CCTV footage and their own messages confirmed the chilling sequence of events. After Barin drugged Zamperoni, she took his credit card and gave it to Lescano. He was then captured on camera at a nearby pharmacy and deli, buying gift cards, toiletries, cheese, and cigarettes at Barin’s request. The plot was never about sex; it was about robbery, and it had turned fatal.

For the next few days, as Zamperoni’s body decomposed in the room, Barin was seen on camera coming and going, at one point dragging the large trash can into the room and later attempting to borrow a hand truck.

At their trial in April 2022, the two turned on each other, each painting the other as the mastermind. But the prosecution presented an airtight case built on CCTV footage and their own damning words. They were both found guilty.

Angela Barin, the hands-on predator, was sentenced to 30 years in prison. Leslie Lescano, the accomplice, received a sentence of two and a half years, after which he would be deported back to the Philippines.

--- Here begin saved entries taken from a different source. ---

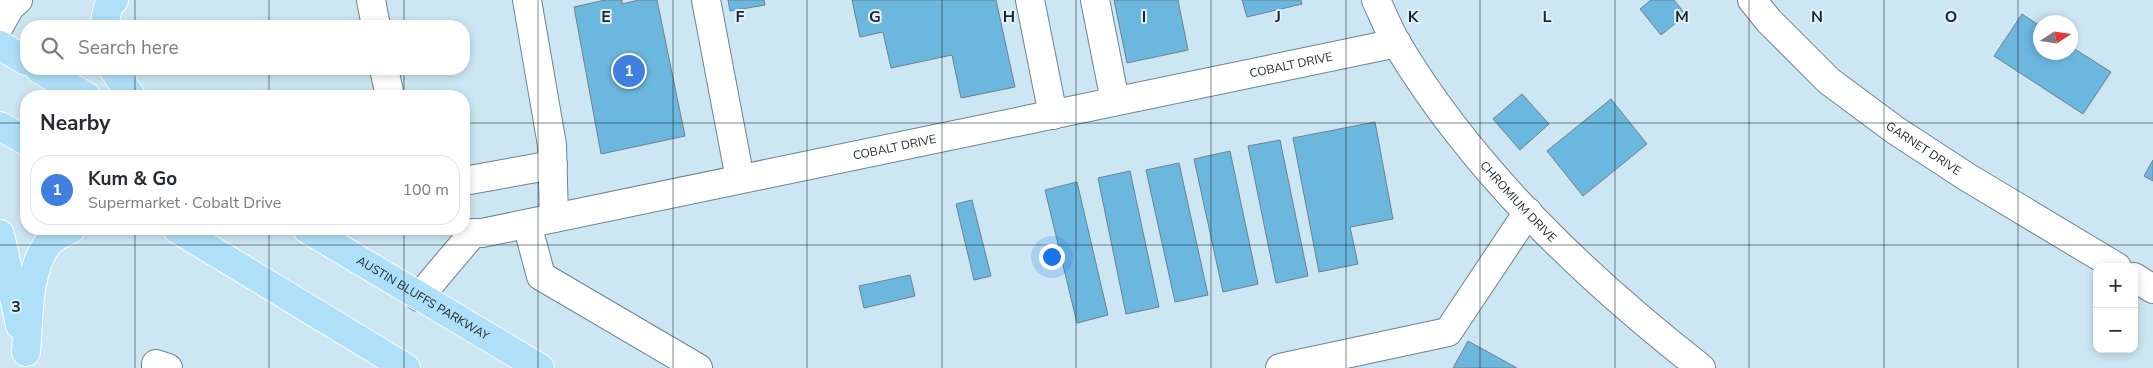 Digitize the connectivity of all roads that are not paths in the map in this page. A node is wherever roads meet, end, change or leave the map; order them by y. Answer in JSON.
{"nodes":[{"id":1,"x":18,"y":0,"type":"edge"},
{"id":2,"x":114,"y":0,"type":"edge"},
{"id":3,"x":371,"y":0,"type":"edge"},
{"id":4,"x":526,"y":0,"type":"edge"},
{"id":5,"x":706,"y":0,"type":"edge"},
{"id":6,"x":1030,"y":0,"type":"edge"},
{"id":7,"x":1095,"y":0,"type":"edge"},
{"id":8,"x":1376,"y":0,"type":"edge"},
{"id":9,"x":1752,"y":0,"type":"edge"},
{"id":10,"x":105,"y":20,"type":"edge"},
{"id":11,"x":375,"y":20,"type":"edge"},
{"id":12,"x":0,"y":25,"type":"edge"},
{"id":13,"x":1397,"y":43,"type":"junction"},
{"id":14,"x":0,"y":45,"type":"edge"},
{"id":15,"x":20,"y":57,"type":"edge"},
{"id":16,"x":50,"y":75,"type":"edge"},
{"id":17,"x":117,"y":75,"type":"edge"},
{"id":18,"x":385,"y":75,"type":"edge"},
{"id":19,"x":76,"y":90,"type":"edge"},
{"id":20,"x":127,"y":90,"type":"edge"},
{"id":21,"x":389,"y":90,"type":"edge"},
{"id":22,"x":1115,"y":102,"type":"junction"},
{"id":23,"x":1053,"y":114,"type":"junction"},
{"id":24,"x":0,"y":126,"type":"edge"},
{"id":25,"x":20,"y":138,"type":"edge"},
{"id":26,"x":553,"y":165,"type":"junction"},
{"id":27,"x":740,"y":180,"type":"junction"},
{"id":28,"x":470,"y":181,"type":"edge"},
{"id":29,"x":1528,"y":212,"type":"junction"},
{"id":30,"x":554,"y":218,"type":"junction"},
{"id":31,"x":527,"y":224,"type":"junction"},
{"id":32,"x":0,"y":234,"type":"edge"},
{"id":33,"x":59,"y":235,"type":"edge"},
{"id":34,"x":187,"y":235,"type":"edge"},
{"id":35,"x":317,"y":235,"type":"edge"},
{"id":36,"x":2110,"y":263,"type":"edge"},
{"id":37,"x":2138,"y":279,"type":"edge"},
{"id":38,"x":2153,"y":288,"type":"edge"},
{"id":39,"x":419,"y":296,"type":"junction"},
{"id":40,"x":28,"y":360,"type":"edge"},
{"id":41,"x":687,"y":365,"type":"edge"},
{"id":42,"x":156,"y":368,"type":"edge"},
{"id":43,"x":168,"y":368,"type":"edge"},
{"id":44,"x":406,"y":368,"type":"edge"},
{"id":45,"x":540,"y":368,"type":"edge"},
{"id":46,"x":1280,"y":368,"type":"edge"},
{"id":47,"x":1701,"y":368,"type":"edge"}],
"edges":[{"from":1,"to":12,"type":"street"},
{"from":2,"to":10,"type":"main road"},
{"from":3,"to":11,"type":"street"},
{"from":4,"to":26,"type":"street"},
{"from":5,"to":27,"type":"street"},
{"from":6,"to":23,"type":"street"},
{"from":7,"to":22,"type":"street"},
{"from":8,"to":13,"type":"street","name":"CHROMIUM DRIVE"},
{"from":9,"to":36,"type":"street","name":"GARNET DRIVE"},
{"from":13,"to":22,"type":"street","name":"COBALT DRIVE"},
{"from":13,"to":29,"type":"street","name":"CHROMIUM DRIVE"},
{"from":14,"to":15,"type":"main road"},
{"from":16,"to":19,"type":"main road"},
{"from":17,"to":20,"type":"main road"},
{"from":18,"to":21,"type":"street"},
{"from":22,"to":23,"type":"street","name":"COBALT DRIVE"},
{"from":23,"to":27,"type":"street","name":"COBALT DRIVE"},
{"from":24,"to":25,"type":"main road"},
{"from":26,"to":28,"type":"street"},
{"from":26,"to":30,"type":"street"},
{"from":27,"to":30,"type":"street","name":"COBALT DRIVE"},
{"from":29,"to":46,"type":"street"},
{"from":29,"to":47,"type":"street","name":"CHROMIUM DRIVE"},
{"from":30,"to":31,"type":"street","name":"COBALT DRIVE"},
{"from":31,"to":39,"type":"street","name":"COBALT DRIVE"},
{"from":31,"to":41,"type":"street"},
{"from":32,"to":40,"type":"main road"},
{"from":33,"to":40,"type":"main road"},
{"from":34,"to":44,"type":"main road"},
{"from":35,"to":39,"type":"main road","name":"AUSTIN BLUFFS PARKWAY"},
{"from":37,"to":38,"type":"street"},
{"from":39,"to":45,"type":"main road","name":"AUSTIN BLUFFS PARKWAY"},
{"from":42,"to":43,"type":"street"}]}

While Zamperoni’s family and friends mourned the loss of a brilliant chef in Italy, Barin, less than a month into her sentence, filed an appeal. It wasn’t to protest her innocence, but to request a transfer to a low-security federal prison in Minnesota.

The reason: it had a program that allowed inmates to train service dogs, an activity she claimed would help her build “confidence and patience”—a chillingly detached request from a woman who had shown no mercy to the men whose lives she so carelessly destroyed.